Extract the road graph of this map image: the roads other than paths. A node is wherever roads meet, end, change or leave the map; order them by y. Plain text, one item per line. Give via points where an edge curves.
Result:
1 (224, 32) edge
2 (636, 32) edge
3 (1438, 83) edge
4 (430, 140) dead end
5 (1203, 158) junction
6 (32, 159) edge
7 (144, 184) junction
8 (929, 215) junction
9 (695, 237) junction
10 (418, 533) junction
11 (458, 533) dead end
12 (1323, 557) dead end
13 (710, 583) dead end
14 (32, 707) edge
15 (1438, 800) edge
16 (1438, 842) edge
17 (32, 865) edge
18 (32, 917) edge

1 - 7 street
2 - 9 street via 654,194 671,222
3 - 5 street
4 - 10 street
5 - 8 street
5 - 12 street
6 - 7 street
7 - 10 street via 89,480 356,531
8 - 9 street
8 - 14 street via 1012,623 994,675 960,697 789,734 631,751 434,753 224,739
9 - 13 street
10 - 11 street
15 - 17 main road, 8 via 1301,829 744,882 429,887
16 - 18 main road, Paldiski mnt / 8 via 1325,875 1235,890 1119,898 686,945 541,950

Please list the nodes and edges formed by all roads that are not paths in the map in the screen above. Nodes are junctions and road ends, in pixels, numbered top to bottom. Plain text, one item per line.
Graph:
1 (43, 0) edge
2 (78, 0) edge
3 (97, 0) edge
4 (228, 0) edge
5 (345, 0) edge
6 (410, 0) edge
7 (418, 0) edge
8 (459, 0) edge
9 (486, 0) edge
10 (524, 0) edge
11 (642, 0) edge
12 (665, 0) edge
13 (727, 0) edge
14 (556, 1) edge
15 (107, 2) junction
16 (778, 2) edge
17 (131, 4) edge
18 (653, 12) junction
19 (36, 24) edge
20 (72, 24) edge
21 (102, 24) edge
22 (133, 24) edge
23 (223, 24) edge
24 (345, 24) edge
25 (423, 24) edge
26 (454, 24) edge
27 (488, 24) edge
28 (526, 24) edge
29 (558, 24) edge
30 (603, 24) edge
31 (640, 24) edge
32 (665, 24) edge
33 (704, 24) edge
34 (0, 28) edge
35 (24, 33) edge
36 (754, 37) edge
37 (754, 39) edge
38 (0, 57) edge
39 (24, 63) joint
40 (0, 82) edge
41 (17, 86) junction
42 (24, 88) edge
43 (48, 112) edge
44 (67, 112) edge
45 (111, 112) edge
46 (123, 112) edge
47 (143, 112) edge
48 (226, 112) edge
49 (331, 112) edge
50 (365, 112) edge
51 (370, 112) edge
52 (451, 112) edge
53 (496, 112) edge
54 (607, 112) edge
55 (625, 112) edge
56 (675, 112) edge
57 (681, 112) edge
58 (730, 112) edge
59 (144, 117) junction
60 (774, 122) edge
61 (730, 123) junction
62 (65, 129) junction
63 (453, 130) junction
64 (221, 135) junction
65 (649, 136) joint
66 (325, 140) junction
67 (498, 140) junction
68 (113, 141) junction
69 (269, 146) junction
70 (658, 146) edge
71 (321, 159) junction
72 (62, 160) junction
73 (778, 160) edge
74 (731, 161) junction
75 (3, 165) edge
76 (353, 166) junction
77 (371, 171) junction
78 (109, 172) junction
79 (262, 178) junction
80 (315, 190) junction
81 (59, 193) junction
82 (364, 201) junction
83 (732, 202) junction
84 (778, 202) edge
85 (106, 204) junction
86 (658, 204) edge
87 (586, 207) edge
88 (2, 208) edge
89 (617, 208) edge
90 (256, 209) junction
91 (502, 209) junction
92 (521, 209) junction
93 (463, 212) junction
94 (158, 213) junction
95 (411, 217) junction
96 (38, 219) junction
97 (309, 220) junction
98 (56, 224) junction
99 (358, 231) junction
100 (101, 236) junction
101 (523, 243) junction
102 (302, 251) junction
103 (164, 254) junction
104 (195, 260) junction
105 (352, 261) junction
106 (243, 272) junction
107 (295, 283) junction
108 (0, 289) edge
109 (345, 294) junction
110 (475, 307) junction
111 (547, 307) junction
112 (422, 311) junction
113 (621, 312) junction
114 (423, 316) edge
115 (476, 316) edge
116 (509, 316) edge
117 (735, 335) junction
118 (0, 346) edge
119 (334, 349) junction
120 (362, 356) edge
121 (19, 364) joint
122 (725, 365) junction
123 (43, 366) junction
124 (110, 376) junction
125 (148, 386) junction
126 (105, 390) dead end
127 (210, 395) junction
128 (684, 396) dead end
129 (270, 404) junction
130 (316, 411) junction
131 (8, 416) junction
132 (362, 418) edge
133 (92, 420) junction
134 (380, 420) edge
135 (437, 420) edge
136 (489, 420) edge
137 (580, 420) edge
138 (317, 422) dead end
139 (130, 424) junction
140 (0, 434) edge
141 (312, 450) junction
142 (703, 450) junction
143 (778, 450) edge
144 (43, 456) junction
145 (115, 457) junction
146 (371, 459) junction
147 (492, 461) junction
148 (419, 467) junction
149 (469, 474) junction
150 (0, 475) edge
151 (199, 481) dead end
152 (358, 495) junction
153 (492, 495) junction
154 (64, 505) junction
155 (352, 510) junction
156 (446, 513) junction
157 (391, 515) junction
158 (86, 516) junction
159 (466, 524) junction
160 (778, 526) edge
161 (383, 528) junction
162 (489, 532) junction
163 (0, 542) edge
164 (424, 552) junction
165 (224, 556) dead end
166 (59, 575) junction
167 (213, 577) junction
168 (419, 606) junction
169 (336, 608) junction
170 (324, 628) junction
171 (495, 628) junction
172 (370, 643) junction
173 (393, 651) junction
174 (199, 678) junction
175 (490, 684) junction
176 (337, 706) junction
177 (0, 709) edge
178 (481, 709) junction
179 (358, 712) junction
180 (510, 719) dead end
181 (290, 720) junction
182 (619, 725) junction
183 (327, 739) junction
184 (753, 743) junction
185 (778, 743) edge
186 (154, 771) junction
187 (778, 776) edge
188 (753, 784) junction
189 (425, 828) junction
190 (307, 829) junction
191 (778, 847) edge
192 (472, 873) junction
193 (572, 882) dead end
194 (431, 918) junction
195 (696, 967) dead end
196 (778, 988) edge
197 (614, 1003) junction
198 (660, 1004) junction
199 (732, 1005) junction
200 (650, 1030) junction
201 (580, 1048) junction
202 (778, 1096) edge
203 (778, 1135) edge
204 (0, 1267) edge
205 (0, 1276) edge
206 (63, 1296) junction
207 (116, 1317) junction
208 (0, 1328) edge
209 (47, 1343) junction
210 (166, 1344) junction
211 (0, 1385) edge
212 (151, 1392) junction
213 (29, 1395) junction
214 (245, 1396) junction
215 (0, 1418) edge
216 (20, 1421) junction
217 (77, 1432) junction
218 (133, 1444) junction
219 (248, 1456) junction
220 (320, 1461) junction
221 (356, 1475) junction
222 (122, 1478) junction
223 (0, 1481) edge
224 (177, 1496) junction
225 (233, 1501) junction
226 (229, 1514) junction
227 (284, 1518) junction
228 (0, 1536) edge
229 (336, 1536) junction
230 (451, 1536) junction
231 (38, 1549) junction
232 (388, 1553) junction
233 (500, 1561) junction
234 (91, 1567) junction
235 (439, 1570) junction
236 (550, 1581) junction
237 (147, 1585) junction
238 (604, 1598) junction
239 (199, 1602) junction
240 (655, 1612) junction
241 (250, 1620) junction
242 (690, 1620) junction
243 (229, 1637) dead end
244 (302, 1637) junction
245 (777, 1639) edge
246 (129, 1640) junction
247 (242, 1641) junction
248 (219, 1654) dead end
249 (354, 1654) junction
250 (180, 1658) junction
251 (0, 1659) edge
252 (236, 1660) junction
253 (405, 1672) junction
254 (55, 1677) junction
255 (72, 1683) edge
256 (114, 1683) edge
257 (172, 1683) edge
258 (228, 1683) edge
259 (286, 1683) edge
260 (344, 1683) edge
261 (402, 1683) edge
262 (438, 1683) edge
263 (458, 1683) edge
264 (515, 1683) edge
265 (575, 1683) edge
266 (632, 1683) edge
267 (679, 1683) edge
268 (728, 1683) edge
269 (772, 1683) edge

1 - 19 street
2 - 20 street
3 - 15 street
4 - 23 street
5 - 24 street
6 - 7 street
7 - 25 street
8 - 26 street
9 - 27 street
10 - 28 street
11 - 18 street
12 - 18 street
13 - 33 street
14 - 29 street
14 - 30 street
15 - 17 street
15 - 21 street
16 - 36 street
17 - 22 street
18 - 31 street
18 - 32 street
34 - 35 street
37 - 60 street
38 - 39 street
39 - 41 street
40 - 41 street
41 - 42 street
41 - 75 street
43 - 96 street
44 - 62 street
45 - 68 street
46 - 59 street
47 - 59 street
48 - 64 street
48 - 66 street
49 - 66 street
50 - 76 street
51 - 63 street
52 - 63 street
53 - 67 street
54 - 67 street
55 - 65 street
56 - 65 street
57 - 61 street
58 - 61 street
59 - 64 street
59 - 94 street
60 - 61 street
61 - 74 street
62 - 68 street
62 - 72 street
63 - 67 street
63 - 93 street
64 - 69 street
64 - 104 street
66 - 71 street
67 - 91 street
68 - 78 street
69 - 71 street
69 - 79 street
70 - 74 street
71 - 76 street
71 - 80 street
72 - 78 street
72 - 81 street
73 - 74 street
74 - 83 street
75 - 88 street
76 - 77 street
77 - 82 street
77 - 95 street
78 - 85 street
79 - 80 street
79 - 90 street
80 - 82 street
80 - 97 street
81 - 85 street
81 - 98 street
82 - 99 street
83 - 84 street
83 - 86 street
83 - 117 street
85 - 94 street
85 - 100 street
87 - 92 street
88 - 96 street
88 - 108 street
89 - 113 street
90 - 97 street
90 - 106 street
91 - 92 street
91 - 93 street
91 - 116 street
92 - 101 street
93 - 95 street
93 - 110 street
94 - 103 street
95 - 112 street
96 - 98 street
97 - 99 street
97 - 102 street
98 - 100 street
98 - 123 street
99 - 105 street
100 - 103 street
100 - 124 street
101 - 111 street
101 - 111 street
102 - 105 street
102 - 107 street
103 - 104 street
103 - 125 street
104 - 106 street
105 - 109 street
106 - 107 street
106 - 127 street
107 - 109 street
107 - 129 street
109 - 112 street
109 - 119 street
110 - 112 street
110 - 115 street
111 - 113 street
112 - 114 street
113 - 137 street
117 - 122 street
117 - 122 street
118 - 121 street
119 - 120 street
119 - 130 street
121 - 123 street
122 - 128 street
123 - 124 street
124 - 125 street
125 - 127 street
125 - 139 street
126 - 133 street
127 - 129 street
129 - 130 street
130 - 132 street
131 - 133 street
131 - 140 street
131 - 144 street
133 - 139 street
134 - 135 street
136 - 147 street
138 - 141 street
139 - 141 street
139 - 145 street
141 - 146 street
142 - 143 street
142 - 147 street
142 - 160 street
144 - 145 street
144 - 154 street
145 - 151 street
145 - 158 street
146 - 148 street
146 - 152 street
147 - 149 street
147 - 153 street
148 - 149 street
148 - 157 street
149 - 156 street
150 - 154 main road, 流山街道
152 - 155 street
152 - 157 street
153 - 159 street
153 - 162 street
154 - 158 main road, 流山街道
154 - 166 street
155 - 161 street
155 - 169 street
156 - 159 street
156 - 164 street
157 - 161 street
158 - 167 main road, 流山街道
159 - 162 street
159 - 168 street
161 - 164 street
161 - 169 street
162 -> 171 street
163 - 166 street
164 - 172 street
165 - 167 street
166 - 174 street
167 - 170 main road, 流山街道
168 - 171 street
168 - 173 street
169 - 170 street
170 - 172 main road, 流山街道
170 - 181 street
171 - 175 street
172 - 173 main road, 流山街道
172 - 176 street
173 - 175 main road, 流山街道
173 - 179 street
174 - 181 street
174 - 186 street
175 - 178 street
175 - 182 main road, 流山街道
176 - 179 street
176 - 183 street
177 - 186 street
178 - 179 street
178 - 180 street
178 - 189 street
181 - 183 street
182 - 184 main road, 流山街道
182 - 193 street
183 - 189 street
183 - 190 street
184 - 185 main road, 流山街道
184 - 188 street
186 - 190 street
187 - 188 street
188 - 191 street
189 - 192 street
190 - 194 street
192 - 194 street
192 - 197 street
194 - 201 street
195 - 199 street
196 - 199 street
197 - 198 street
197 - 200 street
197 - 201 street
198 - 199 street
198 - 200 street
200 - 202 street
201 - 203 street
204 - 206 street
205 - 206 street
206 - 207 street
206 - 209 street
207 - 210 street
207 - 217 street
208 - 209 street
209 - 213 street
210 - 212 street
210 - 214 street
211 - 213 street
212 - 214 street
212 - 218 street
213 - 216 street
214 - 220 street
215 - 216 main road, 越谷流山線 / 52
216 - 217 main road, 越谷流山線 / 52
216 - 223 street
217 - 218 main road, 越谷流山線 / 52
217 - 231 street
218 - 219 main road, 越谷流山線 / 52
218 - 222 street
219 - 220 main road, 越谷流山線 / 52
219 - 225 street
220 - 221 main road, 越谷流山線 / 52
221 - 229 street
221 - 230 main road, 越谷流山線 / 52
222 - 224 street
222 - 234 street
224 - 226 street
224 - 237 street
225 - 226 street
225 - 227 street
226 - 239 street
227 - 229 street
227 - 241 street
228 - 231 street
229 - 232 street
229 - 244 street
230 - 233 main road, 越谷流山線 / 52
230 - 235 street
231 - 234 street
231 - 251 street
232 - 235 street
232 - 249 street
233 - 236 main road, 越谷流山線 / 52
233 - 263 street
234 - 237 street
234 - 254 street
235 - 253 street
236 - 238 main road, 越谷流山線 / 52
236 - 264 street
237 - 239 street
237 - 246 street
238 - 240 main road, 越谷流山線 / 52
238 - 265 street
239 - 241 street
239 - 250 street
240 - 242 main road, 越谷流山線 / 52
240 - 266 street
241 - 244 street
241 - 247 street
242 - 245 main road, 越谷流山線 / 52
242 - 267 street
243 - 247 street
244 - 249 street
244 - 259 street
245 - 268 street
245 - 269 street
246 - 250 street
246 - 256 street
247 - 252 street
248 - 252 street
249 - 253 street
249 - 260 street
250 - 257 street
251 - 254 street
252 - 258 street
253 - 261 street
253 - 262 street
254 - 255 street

——

Problem details
Reply with every line of the listing that has the string "joint".

The answer
39 (24, 63) joint
65 (649, 136) joint
121 (19, 364) joint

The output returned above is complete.